As a Viet Nam vet I want to give you my perspective. It has been 41 years ago that I was in a combat zone. As far as staying in contact with those I served with in Viet Nam I always felt a closer bond to them than the others I served with. Over time the contact becomes less and less just simply because life steps in and people get busy doing their own thing with friends and families. The men I served with are still in my memories but I remember them as young men and if I ran into any of them now I would be looking at an old guy just like I have become and probably wouldn’t even recognize them.

As far as being on alert, due to the training and the situation I was in as a young man I am still always scanning crowds and evaluating what is going on around me. There are certain movies and events that I won’t go to just to help keep the nightmares minimized. If your husband is like most of the vets who have served in a combat situation, you will find it hard for him to be open and talk about it. This is an area that you want him to go at his own pace and let him give only the information that feels like he can share at the time. It has taken 41 years and there are still things I won’t share.

Be patient with him, love him and support him, combat zones no matter which one you have been in takes time to put behind you. The advice Sarge gave you was right on. You need to seek people that can help you at the local level, you do have support teams ready and willing to help you, please take advantage of their knowledge to help you through this.

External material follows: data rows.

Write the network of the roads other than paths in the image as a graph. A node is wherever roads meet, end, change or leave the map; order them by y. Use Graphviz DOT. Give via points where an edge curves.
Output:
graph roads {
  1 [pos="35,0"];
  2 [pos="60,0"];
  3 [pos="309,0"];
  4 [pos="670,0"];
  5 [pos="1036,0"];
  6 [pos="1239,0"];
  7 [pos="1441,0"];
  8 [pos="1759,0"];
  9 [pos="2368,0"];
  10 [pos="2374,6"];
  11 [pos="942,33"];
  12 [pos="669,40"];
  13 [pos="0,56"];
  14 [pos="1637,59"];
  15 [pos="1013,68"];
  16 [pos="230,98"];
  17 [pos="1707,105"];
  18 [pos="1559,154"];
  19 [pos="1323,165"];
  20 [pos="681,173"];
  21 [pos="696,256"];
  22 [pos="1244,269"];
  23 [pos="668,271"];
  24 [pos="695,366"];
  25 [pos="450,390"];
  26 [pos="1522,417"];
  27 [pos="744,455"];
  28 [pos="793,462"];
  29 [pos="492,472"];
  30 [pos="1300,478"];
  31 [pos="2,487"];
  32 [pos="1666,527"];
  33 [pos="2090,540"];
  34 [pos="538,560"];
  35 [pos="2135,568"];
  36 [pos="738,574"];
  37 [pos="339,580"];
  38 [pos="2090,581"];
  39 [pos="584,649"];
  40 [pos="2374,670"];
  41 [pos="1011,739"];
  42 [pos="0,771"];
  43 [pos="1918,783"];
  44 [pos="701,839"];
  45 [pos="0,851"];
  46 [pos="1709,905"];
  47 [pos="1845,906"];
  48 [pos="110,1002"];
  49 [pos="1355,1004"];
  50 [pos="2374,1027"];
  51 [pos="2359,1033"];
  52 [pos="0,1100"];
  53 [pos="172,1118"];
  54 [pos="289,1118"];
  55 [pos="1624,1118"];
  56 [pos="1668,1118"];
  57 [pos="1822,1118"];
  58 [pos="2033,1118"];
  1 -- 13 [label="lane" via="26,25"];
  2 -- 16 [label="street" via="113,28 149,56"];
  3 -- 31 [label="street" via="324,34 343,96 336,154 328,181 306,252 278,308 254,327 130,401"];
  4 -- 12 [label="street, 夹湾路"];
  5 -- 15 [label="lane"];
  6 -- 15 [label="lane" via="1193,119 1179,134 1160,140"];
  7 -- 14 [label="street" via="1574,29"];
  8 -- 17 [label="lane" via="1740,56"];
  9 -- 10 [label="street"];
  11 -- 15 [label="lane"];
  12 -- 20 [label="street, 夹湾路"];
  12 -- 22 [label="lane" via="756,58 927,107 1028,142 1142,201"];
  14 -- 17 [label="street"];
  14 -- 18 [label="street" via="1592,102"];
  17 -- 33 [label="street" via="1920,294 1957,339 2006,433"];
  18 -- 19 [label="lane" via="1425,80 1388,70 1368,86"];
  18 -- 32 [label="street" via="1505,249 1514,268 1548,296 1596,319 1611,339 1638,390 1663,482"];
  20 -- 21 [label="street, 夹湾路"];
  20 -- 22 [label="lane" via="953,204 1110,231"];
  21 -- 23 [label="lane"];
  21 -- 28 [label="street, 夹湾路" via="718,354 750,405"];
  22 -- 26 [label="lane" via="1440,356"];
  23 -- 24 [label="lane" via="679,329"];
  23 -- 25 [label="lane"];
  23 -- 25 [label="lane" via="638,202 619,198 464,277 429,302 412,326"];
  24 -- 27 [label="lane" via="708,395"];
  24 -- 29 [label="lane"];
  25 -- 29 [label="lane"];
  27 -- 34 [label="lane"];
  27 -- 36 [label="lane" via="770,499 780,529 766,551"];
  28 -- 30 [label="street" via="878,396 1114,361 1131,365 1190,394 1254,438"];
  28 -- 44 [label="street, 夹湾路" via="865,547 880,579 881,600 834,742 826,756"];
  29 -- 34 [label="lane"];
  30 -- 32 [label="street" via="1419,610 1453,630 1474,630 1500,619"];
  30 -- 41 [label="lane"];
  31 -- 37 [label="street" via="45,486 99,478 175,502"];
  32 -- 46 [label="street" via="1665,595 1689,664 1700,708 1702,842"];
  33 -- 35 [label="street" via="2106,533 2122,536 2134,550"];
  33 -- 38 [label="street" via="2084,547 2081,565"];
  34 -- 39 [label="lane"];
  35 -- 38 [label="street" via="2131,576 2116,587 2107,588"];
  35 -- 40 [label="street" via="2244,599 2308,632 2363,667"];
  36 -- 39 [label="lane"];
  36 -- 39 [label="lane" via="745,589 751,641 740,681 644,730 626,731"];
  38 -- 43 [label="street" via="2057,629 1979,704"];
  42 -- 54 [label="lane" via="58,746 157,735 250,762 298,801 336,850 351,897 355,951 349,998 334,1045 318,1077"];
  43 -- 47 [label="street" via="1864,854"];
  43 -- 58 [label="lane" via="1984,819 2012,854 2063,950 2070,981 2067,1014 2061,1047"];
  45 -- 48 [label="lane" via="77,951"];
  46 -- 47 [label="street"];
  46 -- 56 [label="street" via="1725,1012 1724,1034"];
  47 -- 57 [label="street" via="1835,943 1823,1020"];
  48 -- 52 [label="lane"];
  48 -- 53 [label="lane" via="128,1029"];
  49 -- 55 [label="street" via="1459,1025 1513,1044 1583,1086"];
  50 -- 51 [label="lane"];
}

We thank your husband for his service and for your sacrifices while he has been on deployment. Our prayers and support are behind you 100%


When I watch the news I hear them talking about squadrons divisions and battalions I know that is a reference to a certain number of people. What is the number of people needed for each group?
Thank you for taking time to help me with this.

Debbie R

The make-up of a unit is based largely on their mission ie. combat, support,and so forth, but listed is a loose guide line:
Squad: 5 to 7 Soldiers
Platoon: 4 to 5 Squads= 35
Company: 4 to 5 Platoons= 175
Battalion: 4 to 5 Company's= 875
Brigade: 4 to 5 Battalions= 4375
Division: 4 to 5 Brigades= 21875 Soldiers

This is a rough guide line and by know means reflects the make-up of anycertain unit in the military. I hope this gives you a better concept. I would be interested in hearing back from you to know if this helped?

Thanks, Sarge

I am about to finish high school and I am thinking about a carrier in the military. I want to work in electronics Is there one branch that would be better to join?

J. H.

JH, Although every branch of the Military has it's positive points it really depends on your future goals? Electronics is very broad, but from what I have seen the Navy and Air Force have great programs in your choosen field. Now if you plan on going to college than make sure you check out the Guard and Reserve branches as well. Your doing the right thing! Setting goals and taking the time to research so Gods speed and may you have a great career!